Material for this exercise:
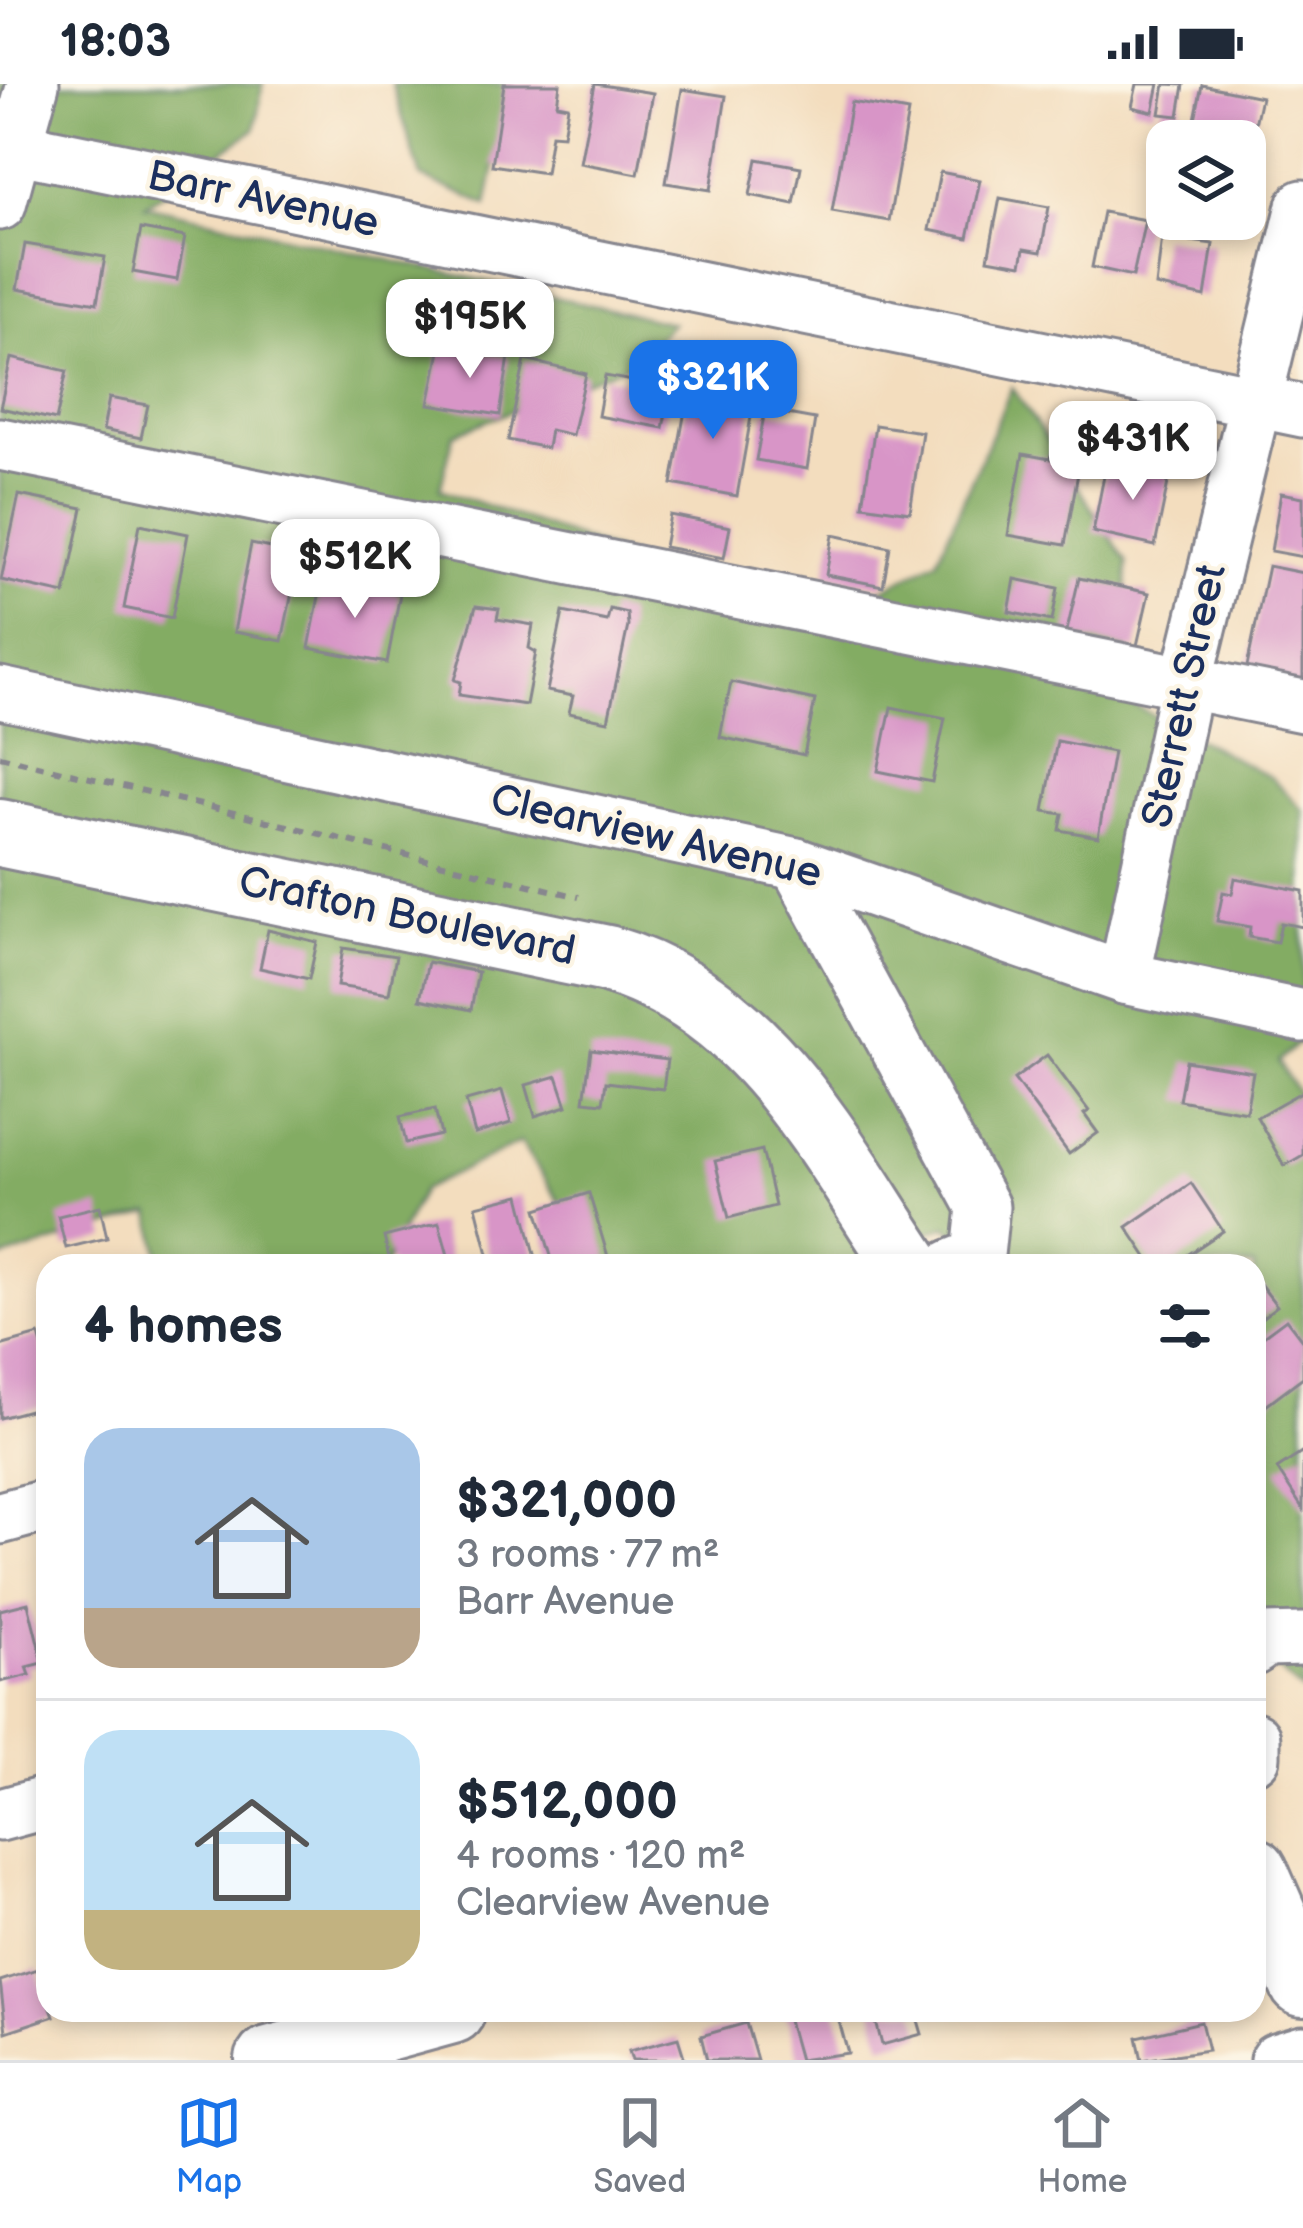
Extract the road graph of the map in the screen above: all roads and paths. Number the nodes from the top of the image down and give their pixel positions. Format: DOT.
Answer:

* * *

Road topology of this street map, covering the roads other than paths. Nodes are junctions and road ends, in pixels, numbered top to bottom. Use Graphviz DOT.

...

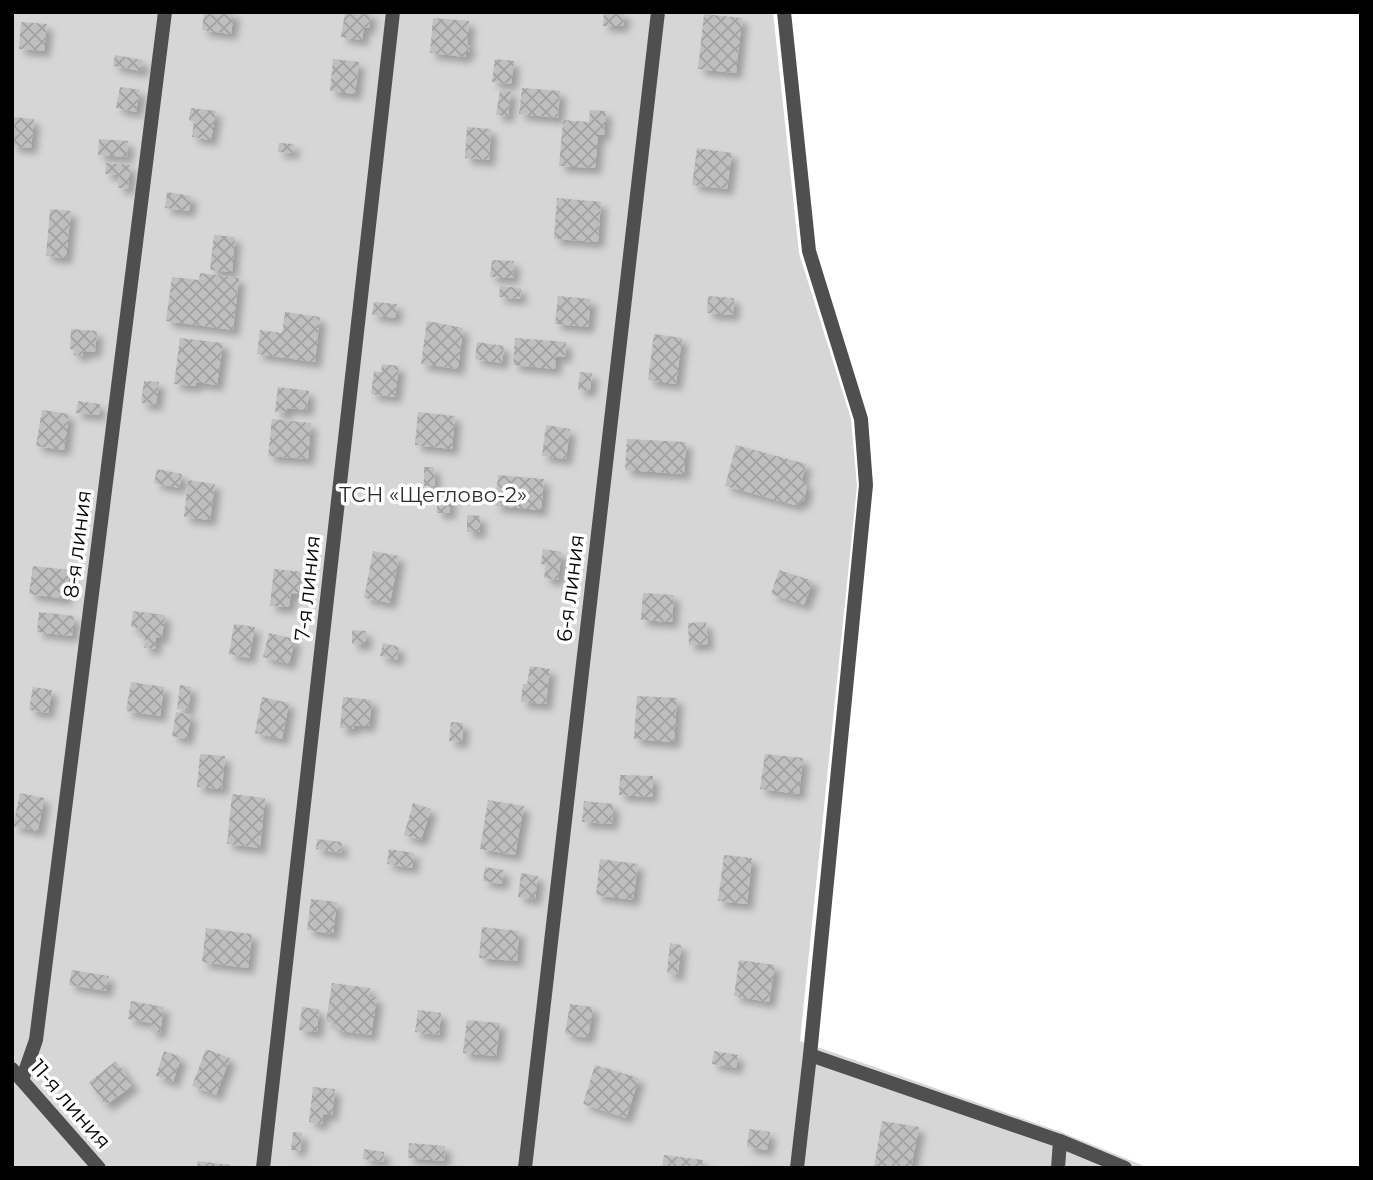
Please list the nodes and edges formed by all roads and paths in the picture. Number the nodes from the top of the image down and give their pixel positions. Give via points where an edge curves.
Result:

What the task requires:
Show each line from the listing above that includes the word "roads".

Written answer:
Extract the road graph of the map in the screen above: all roads and paths. Number the nodes from the top of the image down and give their pixel positions. Format: DOT.
Road topology of this street map, covering the roads other than paths. Nodes are junctions and road ends, in pixels, numbered top to bottom. Use Graphviz DOT.
Please list the nodes and edges formed by all roads and paths in the picture. Number the nodes from the top of the image down and give their pixel positions. Give via points where an edge curves.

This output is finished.